EXERCISE DATA:
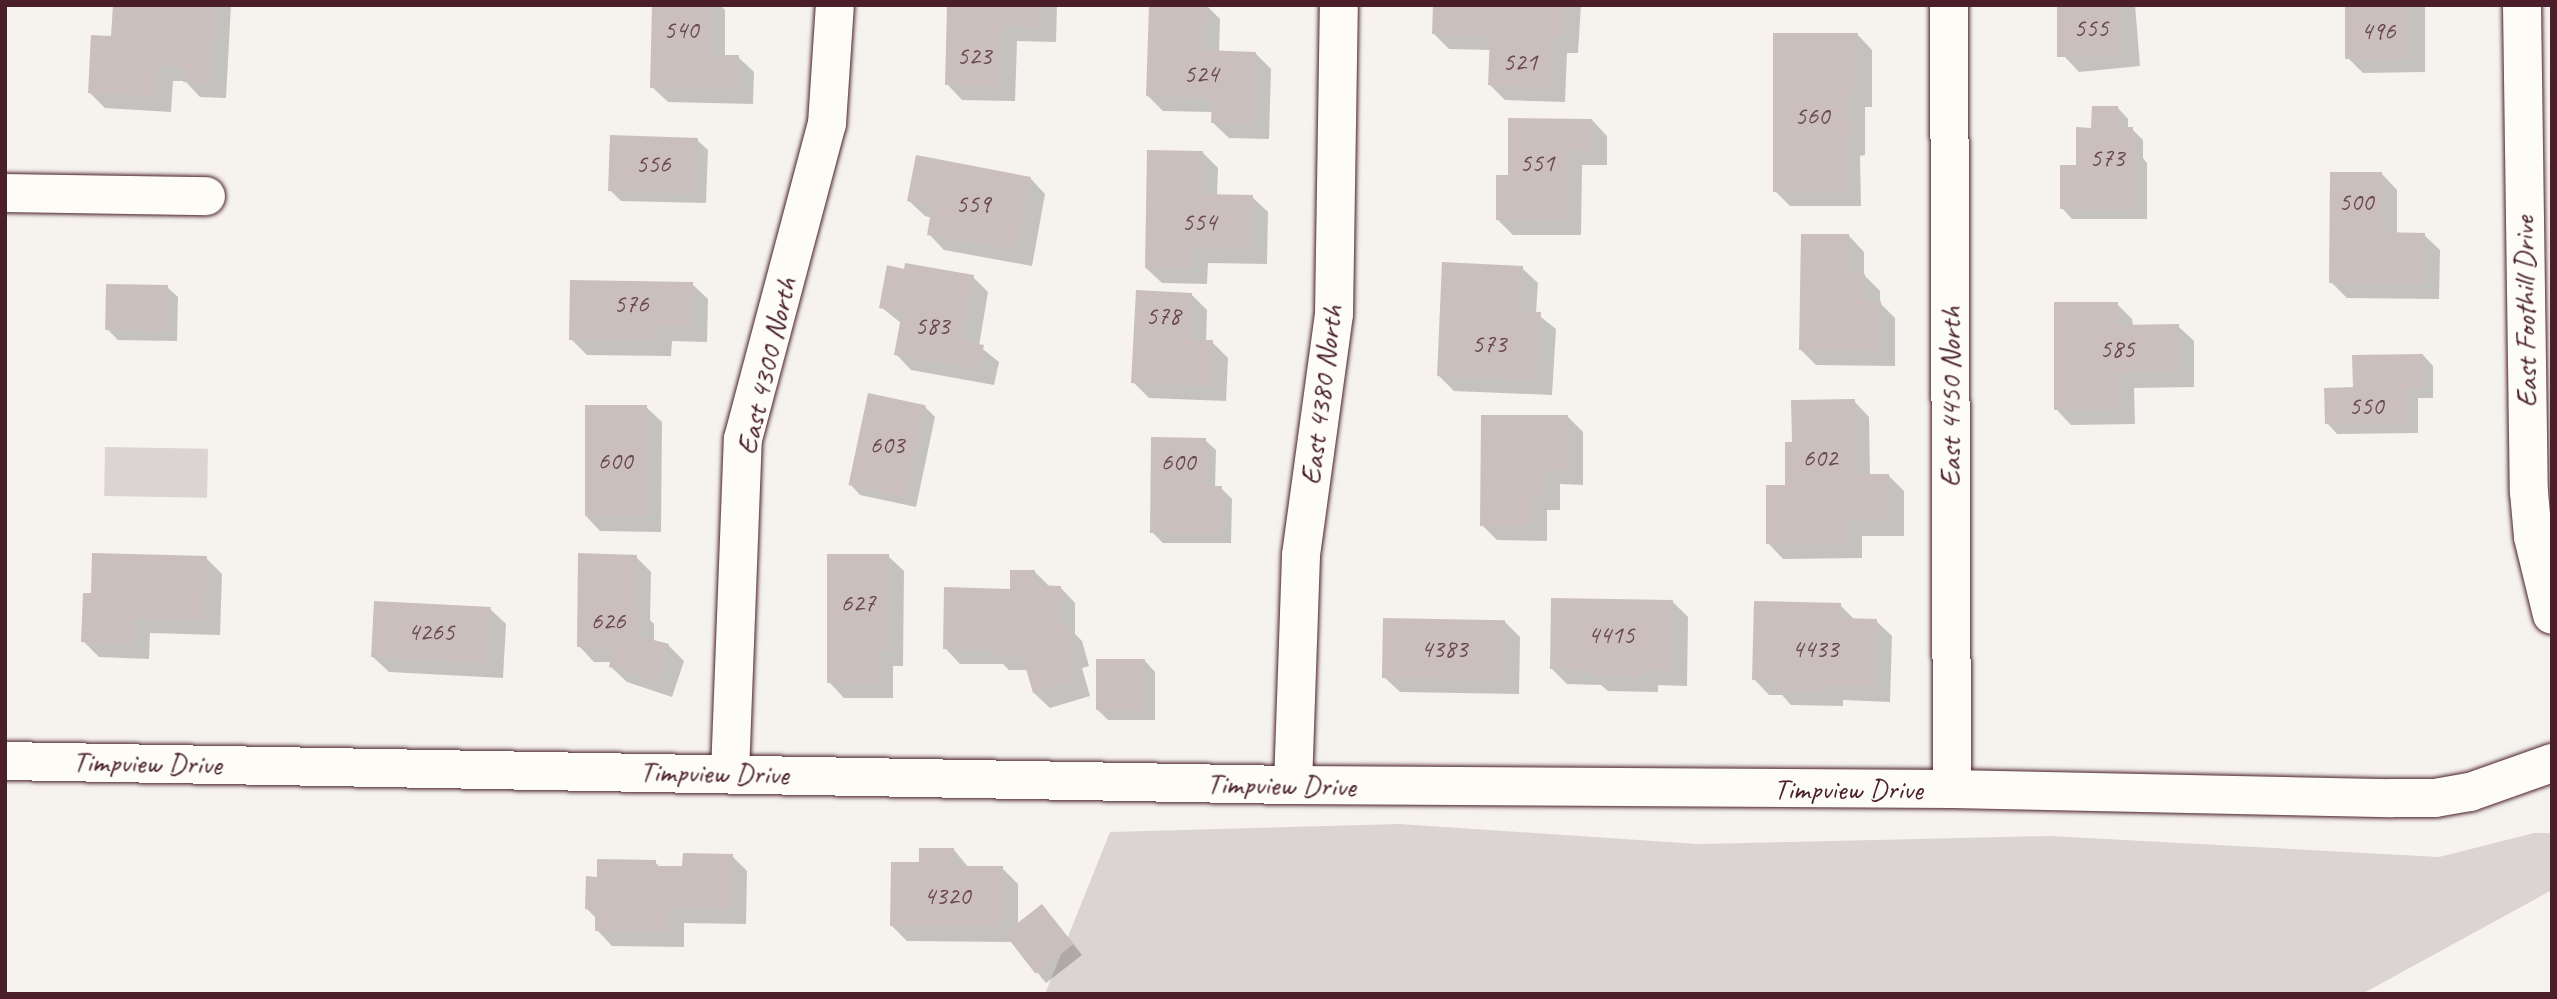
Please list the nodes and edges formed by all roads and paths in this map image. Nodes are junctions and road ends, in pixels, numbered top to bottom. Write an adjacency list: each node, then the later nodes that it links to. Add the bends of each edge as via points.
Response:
1 (835, 5): 10 (street, East 4300 North, via 827,124 743,439)
2 (1339, 5): 11 (street, East 4380 North, via 1334,314 1301,555)
3 (1949, 5): 12 (street, East 4450 North)
4 (2522, 5): 7 (street, East Foothill Drive, via 2529,492 2533,537)
5 (5, 193): 6 (street)
6 (206, 196)
7 (2552, 615)
8 (5, 761): 10 (street, Timpview Drive)
9 (2552, 763): 12 (street, Timpview Drive, via 2470,792 2435,798)
10 (730, 774): 11 (street, Timpview Drive)
11 (1293, 785): 12 (street, Timpview Drive)
12 (1952, 789)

EXERCISE DETAILS:
Please write out all the entries above again exactly as they appear, skipping any images.

ANSWER FOR THE TASK:
Please list the nodes and edges formed by all roads and paths in this map image. Nodes are junctions and road ends, in pixels, numbered top to bottom. Write an adjacency list: each node, then the later nodes that it links to. Add the bends of each edge as via points.
Response:
1 (835, 5): 10 (street, East 4300 North, via 827,124 743,439)
2 (1339, 5): 11 (street, East 4380 North, via 1334,314 1301,555)
3 (1949, 5): 12 (street, East 4450 North)
4 (2522, 5): 7 (street, East Foothill Drive, via 2529,492 2533,537)
5 (5, 193): 6 (street)
6 (206, 196)
7 (2552, 615)
8 (5, 761): 10 (street, Timpview Drive)
9 (2552, 763): 12 (street, Timpview Drive, via 2470,792 2435,798)
10 (730, 774): 11 (street, Timpview Drive)
11 (1293, 785): 12 (street, Timpview Drive)
12 (1952, 789)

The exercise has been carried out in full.